My Rule of Life has been to meditate for any amount of time in the morning; it is to say the prayers that will follow today’s excerpt; it is to sit with my Spiritual Director regularly to help me live those prayers .   Sometimes this rule is fulfilled in bed or in the car, on the phone, or in a waiting room.  I invite you to offer what your Rule of Life has been, whether it’s been in the path of spiritual development, or rather in an attempt to just keep up with life.

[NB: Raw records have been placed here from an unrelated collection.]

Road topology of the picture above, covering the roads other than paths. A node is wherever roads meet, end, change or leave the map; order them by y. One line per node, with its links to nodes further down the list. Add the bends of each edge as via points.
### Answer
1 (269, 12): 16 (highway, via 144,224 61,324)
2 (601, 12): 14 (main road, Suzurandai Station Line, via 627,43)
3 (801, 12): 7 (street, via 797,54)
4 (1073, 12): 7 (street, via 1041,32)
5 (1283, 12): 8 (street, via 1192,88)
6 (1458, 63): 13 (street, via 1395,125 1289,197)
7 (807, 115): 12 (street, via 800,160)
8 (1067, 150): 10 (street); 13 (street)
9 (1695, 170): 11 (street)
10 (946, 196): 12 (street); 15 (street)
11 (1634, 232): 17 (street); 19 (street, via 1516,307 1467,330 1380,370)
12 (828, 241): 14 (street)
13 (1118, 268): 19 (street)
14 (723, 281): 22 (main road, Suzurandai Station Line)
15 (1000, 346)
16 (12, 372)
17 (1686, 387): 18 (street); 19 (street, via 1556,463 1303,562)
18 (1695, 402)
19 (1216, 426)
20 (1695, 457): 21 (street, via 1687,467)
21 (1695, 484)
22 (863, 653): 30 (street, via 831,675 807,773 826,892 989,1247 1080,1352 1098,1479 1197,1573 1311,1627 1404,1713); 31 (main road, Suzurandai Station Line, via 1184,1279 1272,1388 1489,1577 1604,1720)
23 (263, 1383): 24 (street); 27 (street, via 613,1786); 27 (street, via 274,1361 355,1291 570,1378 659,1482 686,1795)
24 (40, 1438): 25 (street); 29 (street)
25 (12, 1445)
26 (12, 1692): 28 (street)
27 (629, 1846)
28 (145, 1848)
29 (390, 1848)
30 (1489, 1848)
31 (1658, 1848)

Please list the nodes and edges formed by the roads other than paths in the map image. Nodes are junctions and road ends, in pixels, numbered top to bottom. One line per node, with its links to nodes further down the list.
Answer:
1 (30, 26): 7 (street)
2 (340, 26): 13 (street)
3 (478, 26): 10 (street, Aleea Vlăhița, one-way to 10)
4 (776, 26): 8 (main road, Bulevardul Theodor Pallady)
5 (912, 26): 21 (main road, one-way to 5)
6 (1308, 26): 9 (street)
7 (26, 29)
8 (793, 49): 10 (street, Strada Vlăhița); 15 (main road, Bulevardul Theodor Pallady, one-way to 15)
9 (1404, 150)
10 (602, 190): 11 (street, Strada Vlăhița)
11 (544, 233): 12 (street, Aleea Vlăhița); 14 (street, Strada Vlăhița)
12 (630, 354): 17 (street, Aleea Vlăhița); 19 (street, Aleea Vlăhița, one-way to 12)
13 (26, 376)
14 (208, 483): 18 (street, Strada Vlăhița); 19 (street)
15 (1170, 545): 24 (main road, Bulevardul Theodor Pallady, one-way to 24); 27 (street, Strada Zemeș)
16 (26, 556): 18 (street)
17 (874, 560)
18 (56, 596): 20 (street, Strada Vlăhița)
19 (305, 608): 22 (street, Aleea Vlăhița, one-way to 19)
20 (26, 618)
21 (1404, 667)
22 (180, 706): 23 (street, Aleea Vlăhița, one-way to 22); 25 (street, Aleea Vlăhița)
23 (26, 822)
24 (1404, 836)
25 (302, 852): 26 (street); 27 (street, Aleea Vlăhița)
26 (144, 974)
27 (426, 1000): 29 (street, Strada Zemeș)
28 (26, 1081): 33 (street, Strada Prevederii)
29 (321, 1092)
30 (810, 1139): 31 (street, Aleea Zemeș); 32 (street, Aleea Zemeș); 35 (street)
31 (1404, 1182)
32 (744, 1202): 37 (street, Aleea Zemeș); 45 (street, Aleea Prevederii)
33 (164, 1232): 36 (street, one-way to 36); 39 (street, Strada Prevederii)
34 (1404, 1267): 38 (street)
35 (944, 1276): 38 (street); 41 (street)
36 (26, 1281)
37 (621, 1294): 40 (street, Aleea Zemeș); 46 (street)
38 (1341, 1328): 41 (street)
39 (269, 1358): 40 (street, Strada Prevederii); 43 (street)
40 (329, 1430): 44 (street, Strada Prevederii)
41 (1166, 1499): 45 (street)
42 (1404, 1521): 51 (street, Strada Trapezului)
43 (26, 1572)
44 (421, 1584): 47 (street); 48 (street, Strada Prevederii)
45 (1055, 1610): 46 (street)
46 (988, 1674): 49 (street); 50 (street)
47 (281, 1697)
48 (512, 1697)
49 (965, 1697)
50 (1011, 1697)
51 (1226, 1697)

Psalm 119:145-176. Early in the morning I cry out to you.
 
On the first day of the week I had set aside to begin writing these meditations, I was up at 5:30 a.m. My plan was to do chores, get cleaned up, attend  Morning Prayer at my church in town, then return to the country for a full day of silent meditation  and inspired writing.
 
But about fifteen minutes short of town, I had to stop on a dark, two-lane country road after a tire  blew. Help came in the form of my husband, and another thirty minutes had me on the road–not to Morning Prayer but to the tire store.
 
As I meandered the winding road toward town, I pondered how the morning schedule had similarly turned, first this way then that. One unfamiliar with our country road might anxiously anticipate what  unknown events and places lie ahead. But today’s psalm also reassures, “You, O Lord, are near at hand.”
 
The nearness of the Lord for me today would be the waiting room at the tire shop where I could read the scriptures away from distractions at home and meditate on what words would follow this month. “Great is your compassion, O Lord.” (forward movement)

  

 

 

Morning Resolve…
 
I will try this day to live a simple, sincere and serene life, repelling promptly every thought of discontent, anxiety, discouragement, impurity, and self-seeking; cultivating cheerfulness, magnanimity, charity, and the habit of holy silence; exercising economy in expenditure, generosity in giving, carefulness in conversation, diligence in appointed service, fidelity to every trust, and a childlike faith in God.
 
In particular I will try to be faithful in those habits of prayer, work, study, physical exercise, eating, and sleep which I believe the Holy Spirit has shown me to be right.
 
And as I cannot in my own strength do this, nor even with a hope of success attempt it, I look to thee, O Lord God my Father, in Jesus my Savior, and ask for the gift of the Holy Spirit. 
 
 
For Today…
 
O God:

 
Give me strength to live another day;
Let me not turn coward before its difficulties or prove recreant to its duties;
Let me not lose faith in other people;
Keep me sweet and sound of heart, in spite of ingratitude, treachery, or meanness;
Preserve me from minding little stings or giving them;
Help me to keep my heart clean, and to live so honestly and fearlessly that no outward failure can dishearten me or take away the joy of conscious integrity;
Open wide the eyes of my soul that I may see good in all things;
Grant me this day some new vision of thy truth;
Inspire me with the spirit of joy and gladness;
and make me the cup of strength to suffering souls;
in the name of the strong Deliverer, our only Lord and Savior, Jesus Christ.